- **Listed records**
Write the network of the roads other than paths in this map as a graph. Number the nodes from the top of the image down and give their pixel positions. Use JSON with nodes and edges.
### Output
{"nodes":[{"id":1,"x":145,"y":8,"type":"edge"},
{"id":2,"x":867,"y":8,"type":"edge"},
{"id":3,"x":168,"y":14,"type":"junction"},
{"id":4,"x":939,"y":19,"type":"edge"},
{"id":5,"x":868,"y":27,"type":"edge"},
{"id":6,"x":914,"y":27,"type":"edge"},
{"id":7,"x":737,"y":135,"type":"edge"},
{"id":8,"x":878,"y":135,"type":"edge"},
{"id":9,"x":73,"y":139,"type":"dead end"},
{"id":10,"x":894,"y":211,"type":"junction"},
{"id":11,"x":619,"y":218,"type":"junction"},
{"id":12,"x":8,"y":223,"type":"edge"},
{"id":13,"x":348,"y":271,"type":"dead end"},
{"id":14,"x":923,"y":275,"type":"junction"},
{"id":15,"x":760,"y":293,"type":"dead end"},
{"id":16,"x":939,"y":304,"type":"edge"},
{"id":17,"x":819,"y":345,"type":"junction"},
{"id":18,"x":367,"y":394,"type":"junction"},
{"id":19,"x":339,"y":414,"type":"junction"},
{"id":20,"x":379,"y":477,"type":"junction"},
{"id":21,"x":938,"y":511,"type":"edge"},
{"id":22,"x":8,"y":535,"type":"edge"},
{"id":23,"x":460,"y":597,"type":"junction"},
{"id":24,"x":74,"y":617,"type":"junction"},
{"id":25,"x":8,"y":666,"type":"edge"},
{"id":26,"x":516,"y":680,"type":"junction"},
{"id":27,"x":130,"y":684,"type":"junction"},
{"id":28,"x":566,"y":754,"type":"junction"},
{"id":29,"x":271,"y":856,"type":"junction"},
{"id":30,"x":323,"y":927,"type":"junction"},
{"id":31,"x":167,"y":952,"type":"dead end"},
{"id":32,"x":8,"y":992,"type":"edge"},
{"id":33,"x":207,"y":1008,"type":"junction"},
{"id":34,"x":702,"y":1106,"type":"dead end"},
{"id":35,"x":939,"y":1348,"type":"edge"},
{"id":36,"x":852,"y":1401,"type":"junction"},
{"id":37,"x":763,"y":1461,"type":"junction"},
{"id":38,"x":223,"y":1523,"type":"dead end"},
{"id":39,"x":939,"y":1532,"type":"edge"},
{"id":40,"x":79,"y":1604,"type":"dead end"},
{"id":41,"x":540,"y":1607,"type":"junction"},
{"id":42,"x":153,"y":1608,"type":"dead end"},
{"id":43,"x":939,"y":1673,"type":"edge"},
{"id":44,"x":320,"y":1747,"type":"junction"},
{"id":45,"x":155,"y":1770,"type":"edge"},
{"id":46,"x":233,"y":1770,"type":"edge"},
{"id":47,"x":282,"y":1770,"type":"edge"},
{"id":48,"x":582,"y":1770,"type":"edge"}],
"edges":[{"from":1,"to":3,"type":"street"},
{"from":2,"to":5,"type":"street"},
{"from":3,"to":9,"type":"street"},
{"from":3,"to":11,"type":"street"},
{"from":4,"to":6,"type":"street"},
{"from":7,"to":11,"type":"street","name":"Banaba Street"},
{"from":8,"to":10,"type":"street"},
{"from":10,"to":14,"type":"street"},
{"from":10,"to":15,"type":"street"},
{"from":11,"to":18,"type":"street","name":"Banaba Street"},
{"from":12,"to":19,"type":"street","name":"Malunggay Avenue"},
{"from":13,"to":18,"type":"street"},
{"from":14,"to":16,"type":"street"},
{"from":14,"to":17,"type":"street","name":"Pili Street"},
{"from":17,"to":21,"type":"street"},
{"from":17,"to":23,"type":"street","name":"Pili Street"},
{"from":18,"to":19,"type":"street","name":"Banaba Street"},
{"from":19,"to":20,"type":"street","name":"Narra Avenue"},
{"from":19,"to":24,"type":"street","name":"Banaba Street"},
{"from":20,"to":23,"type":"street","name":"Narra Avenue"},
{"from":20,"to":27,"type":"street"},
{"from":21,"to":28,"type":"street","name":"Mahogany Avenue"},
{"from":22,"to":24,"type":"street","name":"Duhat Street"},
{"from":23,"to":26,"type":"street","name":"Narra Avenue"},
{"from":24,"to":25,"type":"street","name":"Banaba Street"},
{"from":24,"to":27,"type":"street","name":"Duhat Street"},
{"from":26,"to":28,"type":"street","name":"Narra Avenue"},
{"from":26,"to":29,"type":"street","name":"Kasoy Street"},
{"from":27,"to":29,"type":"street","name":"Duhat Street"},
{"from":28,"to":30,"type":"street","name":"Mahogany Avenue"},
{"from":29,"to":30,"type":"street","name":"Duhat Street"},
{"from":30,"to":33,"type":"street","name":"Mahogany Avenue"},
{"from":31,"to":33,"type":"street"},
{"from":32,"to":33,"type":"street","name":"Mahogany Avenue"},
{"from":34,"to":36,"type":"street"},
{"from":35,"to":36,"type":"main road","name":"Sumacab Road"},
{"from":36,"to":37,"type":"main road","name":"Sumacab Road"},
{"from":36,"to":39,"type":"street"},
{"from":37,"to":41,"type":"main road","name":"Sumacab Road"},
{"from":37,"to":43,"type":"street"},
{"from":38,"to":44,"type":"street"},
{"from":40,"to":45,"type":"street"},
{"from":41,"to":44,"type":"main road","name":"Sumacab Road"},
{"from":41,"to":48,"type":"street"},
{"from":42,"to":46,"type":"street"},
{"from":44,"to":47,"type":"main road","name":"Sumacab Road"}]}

- **Problem to work on**
Each record above has to be repeated word for word.

- **Solution to this task**
Write the network of the roads other than paths in this map as a graph. Number the nodes from the top of the image down and give their pixel positions. Use JSON with nodes and edges.
### Output
{"nodes":[{"id":1,"x":145,"y":8,"type":"edge"},
{"id":2,"x":867,"y":8,"type":"edge"},
{"id":3,"x":168,"y":14,"type":"junction"},
{"id":4,"x":939,"y":19,"type":"edge"},
{"id":5,"x":868,"y":27,"type":"edge"},
{"id":6,"x":914,"y":27,"type":"edge"},
{"id":7,"x":737,"y":135,"type":"edge"},
{"id":8,"x":878,"y":135,"type":"edge"},
{"id":9,"x":73,"y":139,"type":"dead end"},
{"id":10,"x":894,"y":211,"type":"junction"},
{"id":11,"x":619,"y":218,"type":"junction"},
{"id":12,"x":8,"y":223,"type":"edge"},
{"id":13,"x":348,"y":271,"type":"dead end"},
{"id":14,"x":923,"y":275,"type":"junction"},
{"id":15,"x":760,"y":293,"type":"dead end"},
{"id":16,"x":939,"y":304,"type":"edge"},
{"id":17,"x":819,"y":345,"type":"junction"},
{"id":18,"x":367,"y":394,"type":"junction"},
{"id":19,"x":339,"y":414,"type":"junction"},
{"id":20,"x":379,"y":477,"type":"junction"},
{"id":21,"x":938,"y":511,"type":"edge"},
{"id":22,"x":8,"y":535,"type":"edge"},
{"id":23,"x":460,"y":597,"type":"junction"},
{"id":24,"x":74,"y":617,"type":"junction"},
{"id":25,"x":8,"y":666,"type":"edge"},
{"id":26,"x":516,"y":680,"type":"junction"},
{"id":27,"x":130,"y":684,"type":"junction"},
{"id":28,"x":566,"y":754,"type":"junction"},
{"id":29,"x":271,"y":856,"type":"junction"},
{"id":30,"x":323,"y":927,"type":"junction"},
{"id":31,"x":167,"y":952,"type":"dead end"},
{"id":32,"x":8,"y":992,"type":"edge"},
{"id":33,"x":207,"y":1008,"type":"junction"},
{"id":34,"x":702,"y":1106,"type":"dead end"},
{"id":35,"x":939,"y":1348,"type":"edge"},
{"id":36,"x":852,"y":1401,"type":"junction"},
{"id":37,"x":763,"y":1461,"type":"junction"},
{"id":38,"x":223,"y":1523,"type":"dead end"},
{"id":39,"x":939,"y":1532,"type":"edge"},
{"id":40,"x":79,"y":1604,"type":"dead end"},
{"id":41,"x":540,"y":1607,"type":"junction"},
{"id":42,"x":153,"y":1608,"type":"dead end"},
{"id":43,"x":939,"y":1673,"type":"edge"},
{"id":44,"x":320,"y":1747,"type":"junction"},
{"id":45,"x":155,"y":1770,"type":"edge"},
{"id":46,"x":233,"y":1770,"type":"edge"},
{"id":47,"x":282,"y":1770,"type":"edge"},
{"id":48,"x":582,"y":1770,"type":"edge"}],
"edges":[{"from":1,"to":3,"type":"street"},
{"from":2,"to":5,"type":"street"},
{"from":3,"to":9,"type":"street"},
{"from":3,"to":11,"type":"street"},
{"from":4,"to":6,"type":"street"},
{"from":7,"to":11,"type":"street","name":"Banaba Street"},
{"from":8,"to":10,"type":"street"},
{"from":10,"to":14,"type":"street"},
{"from":10,"to":15,"type":"street"},
{"from":11,"to":18,"type":"street","name":"Banaba Street"},
{"from":12,"to":19,"type":"street","name":"Malunggay Avenue"},
{"from":13,"to":18,"type":"street"},
{"from":14,"to":16,"type":"street"},
{"from":14,"to":17,"type":"street","name":"Pili Street"},
{"from":17,"to":21,"type":"street"},
{"from":17,"to":23,"type":"street","name":"Pili Street"},
{"from":18,"to":19,"type":"street","name":"Banaba Street"},
{"from":19,"to":20,"type":"street","name":"Narra Avenue"},
{"from":19,"to":24,"type":"street","name":"Banaba Street"},
{"from":20,"to":23,"type":"street","name":"Narra Avenue"},
{"from":20,"to":27,"type":"street"},
{"from":21,"to":28,"type":"street","name":"Mahogany Avenue"},
{"from":22,"to":24,"type":"street","name":"Duhat Street"},
{"from":23,"to":26,"type":"street","name":"Narra Avenue"},
{"from":24,"to":25,"type":"street","name":"Banaba Street"},
{"from":24,"to":27,"type":"street","name":"Duhat Street"},
{"from":26,"to":28,"type":"street","name":"Narra Avenue"},
{"from":26,"to":29,"type":"street","name":"Kasoy Street"},
{"from":27,"to":29,"type":"street","name":"Duhat Street"},
{"from":28,"to":30,"type":"street","name":"Mahogany Avenue"},
{"from":29,"to":30,"type":"street","name":"Duhat Street"},
{"from":30,"to":33,"type":"street","name":"Mahogany Avenue"},
{"from":31,"to":33,"type":"street"},
{"from":32,"to":33,"type":"street","name":"Mahogany Avenue"},
{"from":34,"to":36,"type":"street"},
{"from":35,"to":36,"type":"main road","name":"Sumacab Road"},
{"from":36,"to":37,"type":"main road","name":"Sumacab Road"},
{"from":36,"to":39,"type":"street"},
{"from":37,"to":41,"type":"main road","name":"Sumacab Road"},
{"from":37,"to":43,"type":"street"},
{"from":38,"to":44,"type":"street"},
{"from":40,"to":45,"type":"street"},
{"from":41,"to":44,"type":"main road","name":"Sumacab Road"},
{"from":41,"to":48,"type":"street"},
{"from":42,"to":46,"type":"street"},
{"from":44,"to":47,"type":"main road","name":"Sumacab Road"}]}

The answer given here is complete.